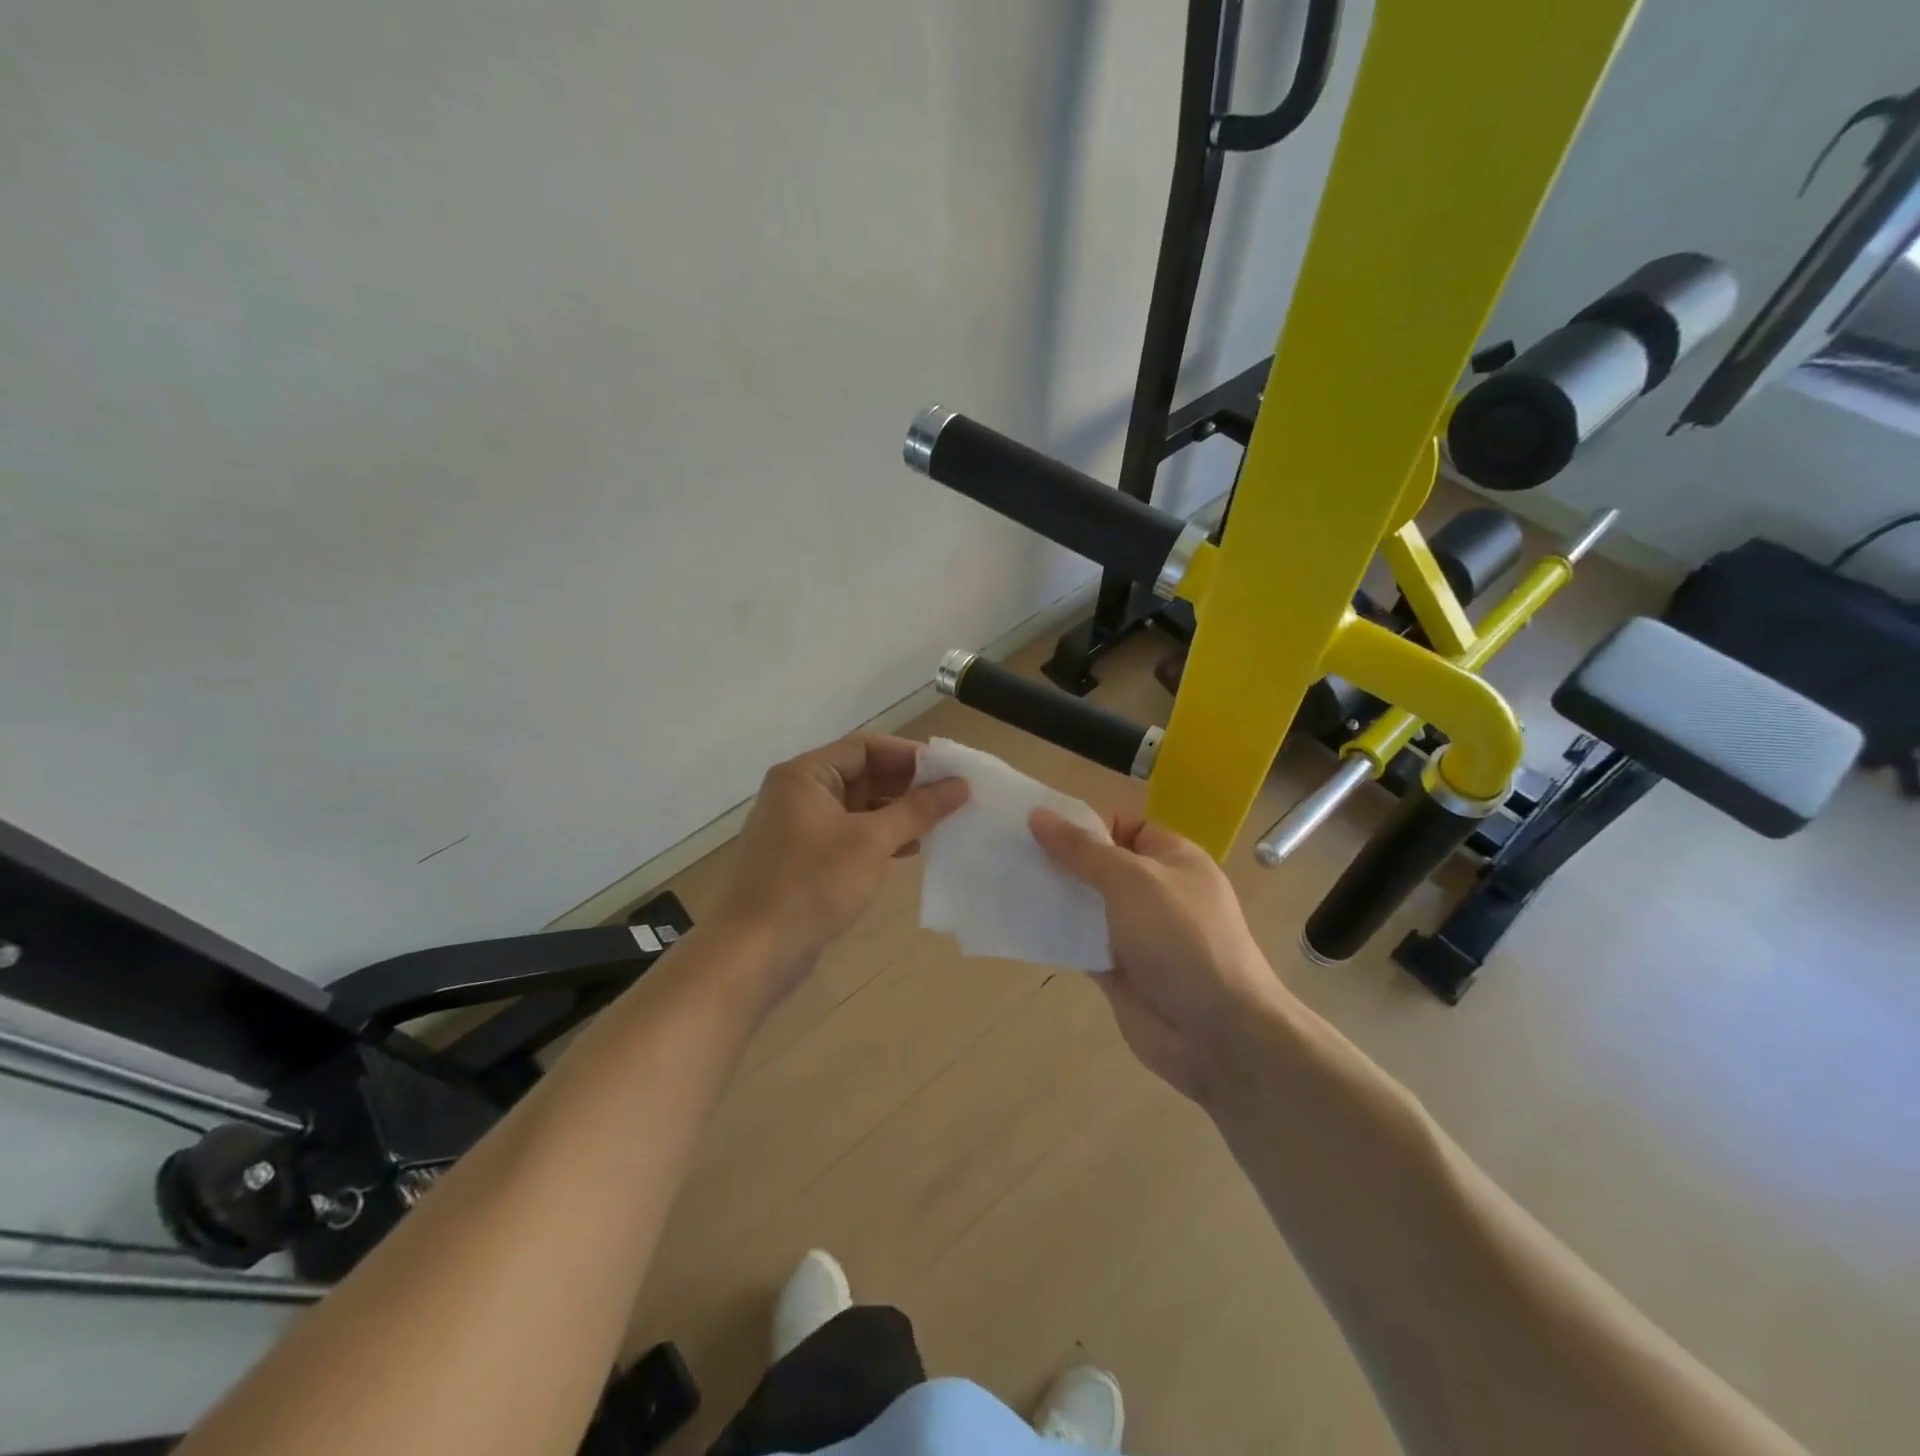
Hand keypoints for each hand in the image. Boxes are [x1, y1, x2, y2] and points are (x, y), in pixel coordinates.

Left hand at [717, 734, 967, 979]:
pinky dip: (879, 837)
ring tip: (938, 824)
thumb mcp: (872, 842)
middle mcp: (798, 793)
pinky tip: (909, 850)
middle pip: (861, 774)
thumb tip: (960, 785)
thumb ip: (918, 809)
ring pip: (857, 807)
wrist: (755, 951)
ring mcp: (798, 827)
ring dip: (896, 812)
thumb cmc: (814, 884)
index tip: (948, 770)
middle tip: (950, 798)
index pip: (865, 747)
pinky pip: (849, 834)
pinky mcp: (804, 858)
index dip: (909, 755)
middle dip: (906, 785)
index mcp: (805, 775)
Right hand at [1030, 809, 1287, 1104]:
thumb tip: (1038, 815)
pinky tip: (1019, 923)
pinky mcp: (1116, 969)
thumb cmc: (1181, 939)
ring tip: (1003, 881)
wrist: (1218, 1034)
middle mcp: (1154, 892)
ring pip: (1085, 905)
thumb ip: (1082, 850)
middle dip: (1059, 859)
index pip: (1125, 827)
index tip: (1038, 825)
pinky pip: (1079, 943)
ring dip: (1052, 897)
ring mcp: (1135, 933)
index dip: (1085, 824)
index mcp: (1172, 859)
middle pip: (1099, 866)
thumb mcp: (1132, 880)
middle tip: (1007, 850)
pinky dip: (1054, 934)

________________________________________

Exercise brief: With the images removed, write out all of the material above exactly.

Result of the exercise:
Hand keypoints for each hand in the image. Boxes are [x1, y1, x2, y2] and points are (x, y), in pixel coordinates.

Left hand at [717, 734, 967, 979]:
pinky dip: (879, 837)
ring tip: (938, 824)
thumb mcp: (872, 842)
middle mcp: (798, 793)
pinky tip: (909, 850)
middle pip: (861, 774)
thumb tip: (960, 785)
thumb ip: (918, 809)
ring pip: (857, 807)
wrist: (755, 951)
ring mcp: (798, 827)
ring dip: (896, 812)
thumb cmc: (814, 884)
index tip: (948, 770)
middle tip: (950, 798)
index pip: (865, 747)
pinky pip: (849, 834)
pinky mcp: (804, 858)
index dip: (909, 755)
middle dip: (906, 785)
index mcp: (805, 775)
Right hand at [1030, 809, 1287, 1104]:
thumb tip: (1038, 815)
pinky tip: (1019, 923)
pinky mcp: (1116, 969)
thumb cmc: (1181, 939)
ring tip: (1003, 881)
wrist: (1218, 1034)
middle mcp: (1154, 892)
ring pip: (1085, 905)
thumb ip: (1082, 850)
middle dip: (1059, 859)
index pip: (1125, 827)
index tip: (1038, 825)
pinky pip: (1079, 943)
ring dip: (1052, 897)
ring mcp: (1135, 933)
index dip: (1085, 824)
index mcp: (1172, 859)
middle pip: (1099, 866)
thumb mcp: (1132, 880)
middle tip: (1007, 850)
pinky dip: (1054, 934)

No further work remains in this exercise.